We have a sample space, \(\Omega \). A random variable \(X\) is a mapping from the sample space to the real numbers:

\(X: \Omega \rightarrow \mathbb{R}\)

We can then define the set of elements in \(\Omega \). As an example, take a coin toss and a die roll. The sample space is:

\(\{H1,H2,H3,H4,H5,H6,T1,T2,T3,T4,T5,T6\}\)

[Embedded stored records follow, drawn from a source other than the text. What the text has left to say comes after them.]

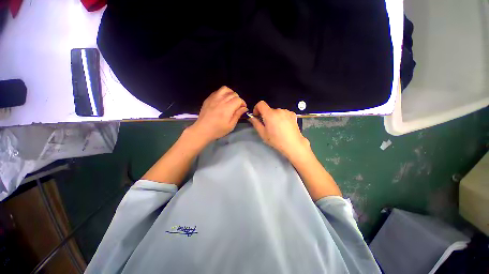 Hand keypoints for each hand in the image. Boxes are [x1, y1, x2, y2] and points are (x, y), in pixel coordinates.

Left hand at [189, 86, 247, 143]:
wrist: (202, 130)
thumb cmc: (218, 130)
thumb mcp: (231, 125)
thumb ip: (238, 115)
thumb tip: (244, 108)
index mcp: (228, 108)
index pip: (239, 100)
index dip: (243, 103)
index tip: (243, 109)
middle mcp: (221, 100)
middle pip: (233, 94)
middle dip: (238, 99)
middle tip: (237, 106)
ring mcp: (214, 98)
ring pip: (225, 89)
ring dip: (230, 93)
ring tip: (230, 100)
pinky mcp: (208, 99)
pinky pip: (217, 91)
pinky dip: (222, 93)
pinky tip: (222, 100)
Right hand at [248, 101, 310, 159]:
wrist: (293, 144)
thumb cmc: (276, 140)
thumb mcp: (263, 133)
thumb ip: (256, 123)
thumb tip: (251, 117)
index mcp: (270, 114)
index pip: (261, 104)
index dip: (256, 108)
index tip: (257, 116)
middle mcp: (278, 110)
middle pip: (269, 109)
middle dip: (266, 115)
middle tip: (267, 126)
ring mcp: (287, 111)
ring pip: (276, 112)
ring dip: (274, 116)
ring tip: (277, 127)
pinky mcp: (293, 114)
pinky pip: (283, 113)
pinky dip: (281, 117)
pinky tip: (283, 125) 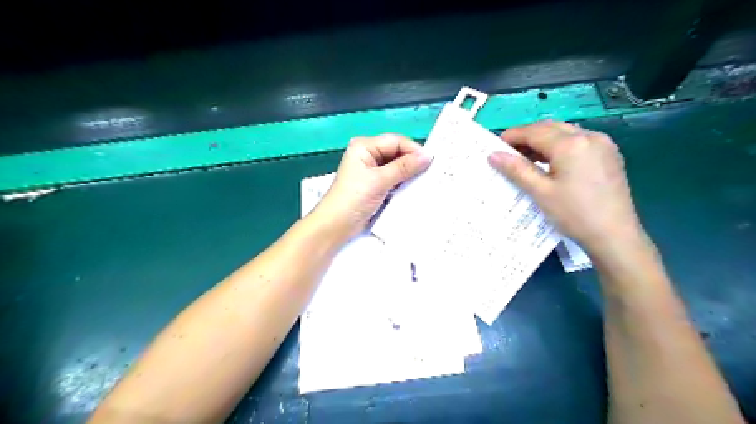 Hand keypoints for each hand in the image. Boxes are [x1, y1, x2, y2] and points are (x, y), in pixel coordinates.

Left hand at [313, 134, 430, 240]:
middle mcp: (368, 154)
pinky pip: (393, 178)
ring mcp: (371, 170)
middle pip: (396, 152)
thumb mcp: (380, 181)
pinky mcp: (374, 184)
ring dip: (409, 173)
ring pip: (396, 166)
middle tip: (432, 171)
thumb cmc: (354, 198)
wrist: (336, 225)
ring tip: (426, 180)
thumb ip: (404, 167)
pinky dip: (403, 182)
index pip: (395, 141)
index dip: (413, 150)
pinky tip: (414, 188)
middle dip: (412, 161)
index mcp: (364, 146)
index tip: (431, 162)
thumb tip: (428, 156)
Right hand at [491, 120, 642, 254]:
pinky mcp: (609, 155)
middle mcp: (589, 136)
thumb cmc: (574, 214)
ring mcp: (603, 145)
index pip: (534, 132)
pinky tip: (551, 163)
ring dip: (544, 140)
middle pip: (550, 127)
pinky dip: (560, 146)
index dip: (512, 136)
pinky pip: (579, 142)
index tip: (495, 146)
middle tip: (509, 153)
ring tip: (527, 159)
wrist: (615, 236)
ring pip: (565, 132)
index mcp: (571, 144)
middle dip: (527, 136)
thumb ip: (516, 169)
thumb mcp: (540, 192)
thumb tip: (493, 155) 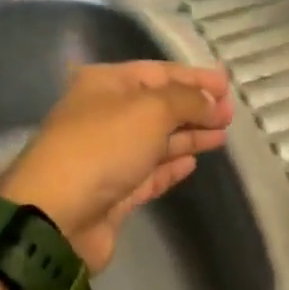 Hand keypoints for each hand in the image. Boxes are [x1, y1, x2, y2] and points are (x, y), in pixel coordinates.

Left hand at [0, 61, 235, 271]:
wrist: (58, 216)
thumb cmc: (103, 148)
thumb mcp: (151, 110)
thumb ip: (187, 100)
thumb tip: (211, 103)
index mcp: (105, 85)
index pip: (157, 72)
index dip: (194, 77)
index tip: (227, 87)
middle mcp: (105, 116)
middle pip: (158, 106)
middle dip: (195, 108)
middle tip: (230, 115)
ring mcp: (109, 156)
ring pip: (157, 140)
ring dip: (189, 135)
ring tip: (221, 136)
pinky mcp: (115, 192)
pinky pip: (150, 172)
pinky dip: (172, 165)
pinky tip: (194, 161) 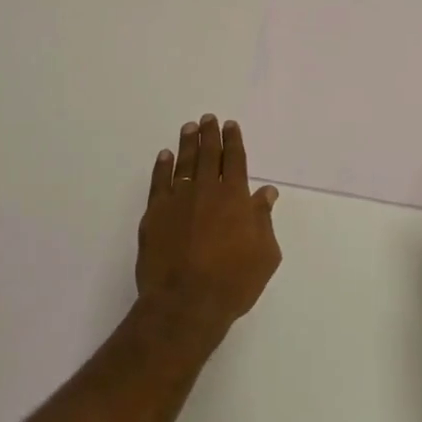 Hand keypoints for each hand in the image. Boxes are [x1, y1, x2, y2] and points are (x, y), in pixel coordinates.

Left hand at [136, 115, 281, 336]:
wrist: (185, 303)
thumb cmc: (233, 283)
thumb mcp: (264, 255)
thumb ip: (264, 220)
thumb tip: (266, 193)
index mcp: (235, 199)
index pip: (235, 161)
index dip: (233, 141)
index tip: (230, 125)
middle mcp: (206, 191)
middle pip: (208, 155)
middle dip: (210, 135)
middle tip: (208, 118)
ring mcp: (178, 201)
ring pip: (184, 164)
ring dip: (187, 144)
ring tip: (189, 127)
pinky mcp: (154, 215)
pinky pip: (159, 182)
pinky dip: (162, 167)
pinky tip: (165, 156)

A random variable could give us just the die value, such that:

\(X(H1)=X(T1)=1\)

We can define this more precisely using set-builder notation, by saying the following is defined for all \(c\in \mathbb{R}\):

\(\{\omega |X(\omega )\le c\}\)

That is, for any number random variable map \(X\), there is a corresponding subset of \(\Omega \) containing the \(\omega \)s in \(\Omega \) which map to less than \(c\).

Multiple variables can be defined on the sample space. If we rolled a die we could define variables for

Whether it was odd/even

Number on the die

Whether it was less than 3

With more die we could add even more variables

If we define a variable \(X\), we can also define another variable \(Y=X^2\).

\(P(X=x)=P({\omega |X(\omega)=x})\)

For discrete probability, this is a helpful number. For example for rolling a die.

This is not helpful for continuous probability, where the chance of any specific outcome is \(0\).

Random variables all valued as real numbers, and so we can write:

\(P(X\le x)=P({\omega |X(\omega)\le x})\)

Or:

\(F_X(x)=\int_{-\infty}^x f_X(u)du\)

\(F_X(x)=\sum_{x_i\le x}P(X=x_i) \)

\(P(X\le x)+P(X\ge x)-P(X=x)=1\)

\(P(a< X\le b)=F_X(b)-F_X(a)\)

If continuous, probability at any point is \(0\). We instead look at probability density.

Derived from cumulative distribution function:

\(F_X(x)=\int_{-\infty}^x f_X(u)du\)

The density function is \(f_X(x)\).

For probability mass functions:

\(P(Y=y|X=x)=\dfrac{P(Y=y\land X=x)}{P(X=x)}\)

For probability density functions:

\(f_Y(y|X=x)=\dfrac{f_{X,Y}(x,y)}{f_X(x)}\)

\(P(X=x\land Y=y)\)

\(P(X=x)=\sum_{y}P(X=x\land Y=y)\)

\(P(X=x)=\sum_{y}P(X=x|Y=y)P(Y=y)\)

\(x\) is independent of \(y\) if:

\(\forall x_i \in x,\forall y_j \in y (P(x_i|y_j)=P(x_i)\)

If \(P(x_i|y_j)=P(x_i)\) then:

\(P(x_i\land y_j)=P(x_i).P(y_j)\)

This logic extends beyond just two events. If the events are independent then:

\(P(x_i\land y_j \land z_j)=P(x_i).P(y_j \land z_k)=P(x_i).P(y_j).P(z_k)\)

Note that because:

\(P(x_i|y_j)=\dfrac{P(x_i\land y_j)}{P(y_j)}\)

If two variables are independent

\(P(x_i|y_j)=\dfrac{P(x_i)P(y_j)}{P(y_j)}\)

\(P(x_i|y_j)=P(x_i)\)

\(P(A\land B|X)=P(A|X)P(B|X)\)

This is the same as:

\(P(A|B\land X)=P(A|X)\)